The Bible tells us that God created humans in his “image and likeness.” What does that mean exactly?

Let’s first consider the nature of God. To begin with He is pure spirit. He is also all powerful, all knowing, all wise, all loving, and all present. Also, as Jesus says of himself, and thus of the Father, He is “the way, the truth, and the life.”

With that in mind, in what ways are we NOT like God? We are not pure spirit. We are not all powerful, all knowing, all wise, all loving, or all present; nor are we the way, the truth, or the life.

What part of God’s image and likeness, then, DO we share? We have an imperishable spirit (soul) that, unlike our bodies, survives death. That spirit (soul) is composed of mind, emotion, and will, which enables us to seek, find, and embrace truth, and choose to please rather than displease God.

Mind is of special importance in that it evaluates our emotions, directs our wills, and guides our pursuit of understanding and wisdom. Mind is referred to throughout the Bible, but seldom in great detail. Here are the major references:

“Blessed is the man who . . . delight(s) in the law of the Lord, and on his law he meditates day and night. . ..For as he thinks within himself, so he is.” Psalm 1: 1-6Proverbs 23:7

“Blessed are those who find wisdom, those who gain understanding. . .. The beginning of wisdom is this: Get wisdom. Though it cost all you have, get understanding.” Proverbs 3:13, 4:7

“Do not conform to the pattern of this world but be transformed by the renewing of your mind.” Romans 12:2

Think about . . . whatever is true, whatever is noble, whatever is right, whatever is pure, whatever is lovely, whatever is admirable.” Philippians 4:8

“The heart of the righteous ponders how to answer.” Proverbs 15:28

Such passages, and many others, encourage and/or exhort us to apply our minds in ways that lead us to God. But they do not explain how to apply our minds. We are left wondering “How do I ‘meditate on the law’? What exactly should I do to ‘find wisdom’ and ‘gain understanding’? How do I go about ‘renewing’ my mind? How should I go about thinking about what is ‘noble,’ ‘right,’ ‘pure’ ‘lovely,’ and ‘admirable’? What steps should I take to ‘ponder’ these questions?”

Over the centuries philosophers, ethicists, logicians, theologians, and saintly men and women offered insights into the use of our minds. In many cases, those insights still exist, but they are generally found in esoteric tomes not readily available to the average person. Secular courses in Critical Thinking filled the gap from the 1970s to the early 2000s. However, contemporary culture has deemed such instruction harmful to self-esteem. The consequences have been the neglect of mind and the loss of both common sense and wisdom.
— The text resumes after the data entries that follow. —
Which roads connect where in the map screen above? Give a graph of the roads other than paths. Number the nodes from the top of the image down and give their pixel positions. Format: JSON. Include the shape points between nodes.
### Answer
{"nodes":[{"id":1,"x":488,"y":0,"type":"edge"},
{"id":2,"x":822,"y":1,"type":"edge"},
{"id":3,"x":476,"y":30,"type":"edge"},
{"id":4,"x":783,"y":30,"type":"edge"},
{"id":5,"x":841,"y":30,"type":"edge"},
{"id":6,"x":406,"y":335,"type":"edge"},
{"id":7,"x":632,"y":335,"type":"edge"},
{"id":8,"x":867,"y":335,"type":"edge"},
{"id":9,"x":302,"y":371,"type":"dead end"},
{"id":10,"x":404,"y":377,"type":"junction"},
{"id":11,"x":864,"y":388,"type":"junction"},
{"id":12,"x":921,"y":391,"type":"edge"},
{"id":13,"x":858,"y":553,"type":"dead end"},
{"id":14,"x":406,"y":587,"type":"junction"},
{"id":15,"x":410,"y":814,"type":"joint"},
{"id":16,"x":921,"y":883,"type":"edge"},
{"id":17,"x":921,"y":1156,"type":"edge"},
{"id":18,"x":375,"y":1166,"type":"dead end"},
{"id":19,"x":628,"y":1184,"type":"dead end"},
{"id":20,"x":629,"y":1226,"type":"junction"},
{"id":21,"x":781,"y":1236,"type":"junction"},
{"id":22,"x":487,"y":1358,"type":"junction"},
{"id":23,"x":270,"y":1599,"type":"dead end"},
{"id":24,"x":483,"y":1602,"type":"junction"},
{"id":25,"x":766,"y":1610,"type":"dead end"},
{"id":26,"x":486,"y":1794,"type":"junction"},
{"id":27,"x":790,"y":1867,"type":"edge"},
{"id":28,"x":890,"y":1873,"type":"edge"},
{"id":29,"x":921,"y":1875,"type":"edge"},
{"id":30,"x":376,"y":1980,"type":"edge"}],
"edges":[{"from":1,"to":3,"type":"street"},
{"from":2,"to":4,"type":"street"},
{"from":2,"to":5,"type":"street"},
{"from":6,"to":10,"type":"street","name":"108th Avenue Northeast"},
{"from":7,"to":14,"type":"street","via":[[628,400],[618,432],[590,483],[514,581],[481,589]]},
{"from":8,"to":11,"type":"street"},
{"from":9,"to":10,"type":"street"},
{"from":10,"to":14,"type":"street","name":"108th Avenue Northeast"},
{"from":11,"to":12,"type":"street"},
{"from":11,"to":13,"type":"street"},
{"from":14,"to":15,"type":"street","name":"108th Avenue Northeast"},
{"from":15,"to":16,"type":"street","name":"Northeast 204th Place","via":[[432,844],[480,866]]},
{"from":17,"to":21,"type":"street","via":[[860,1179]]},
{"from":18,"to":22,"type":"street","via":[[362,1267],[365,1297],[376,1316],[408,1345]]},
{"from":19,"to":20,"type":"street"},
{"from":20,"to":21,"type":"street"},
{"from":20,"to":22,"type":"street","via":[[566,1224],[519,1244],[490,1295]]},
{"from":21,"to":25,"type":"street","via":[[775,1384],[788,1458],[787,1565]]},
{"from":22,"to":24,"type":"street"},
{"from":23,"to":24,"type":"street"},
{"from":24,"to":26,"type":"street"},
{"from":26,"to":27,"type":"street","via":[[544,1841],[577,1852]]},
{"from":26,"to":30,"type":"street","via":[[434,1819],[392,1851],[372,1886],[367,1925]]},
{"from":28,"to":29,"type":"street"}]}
It is imperative that we regain appreciation of God’s incomparable gift to us—our minds—and improve the way we use them. Following are three ways to accomplish this.

Know Yourself

This first step is to identify your mental characteristics and habits, so you can understand what needs improvement and what does not. The following questions guide us to that understanding: 

Are you an impulsive thinker or a careful thinker? In other words, do you feel you must take a position on every issue that arises, or do you tend to hold off deciding until you examine the issue more closely?

How many of your opinions did you borrow from others rather than developing them yourself? Be cautious in answering this one. Keep in mind that the more you hear an idea said by others without questioning it, the more likely you are to embrace it, and the longer you embrace it, the more you are likely to forget that you never evaluated it.

After forming an opinion about an issue do you close your mind to other views? Or do you instead remain alert for new information? If you find such information, do you re-examine your opinion for validity?

Do you assume your primary news source is objective and unbiased and thus never test it to be sure? Or do you occasionally compare it to other news sources to test your assumption.

Do certain situations trigger an emotional, rather than rational response in you? If so, do you trust those emotions before acting on them?

Is there anything you dislike about your political party and its initiatives? Is there anything you like about the opposing party and its initiatives? Are you too unfamiliar with the opposing party to answer the previous question?

If someone asks why you hold a particular view, do you feel comfortable answering, or do you feel defensive and/or offended that the question was asked?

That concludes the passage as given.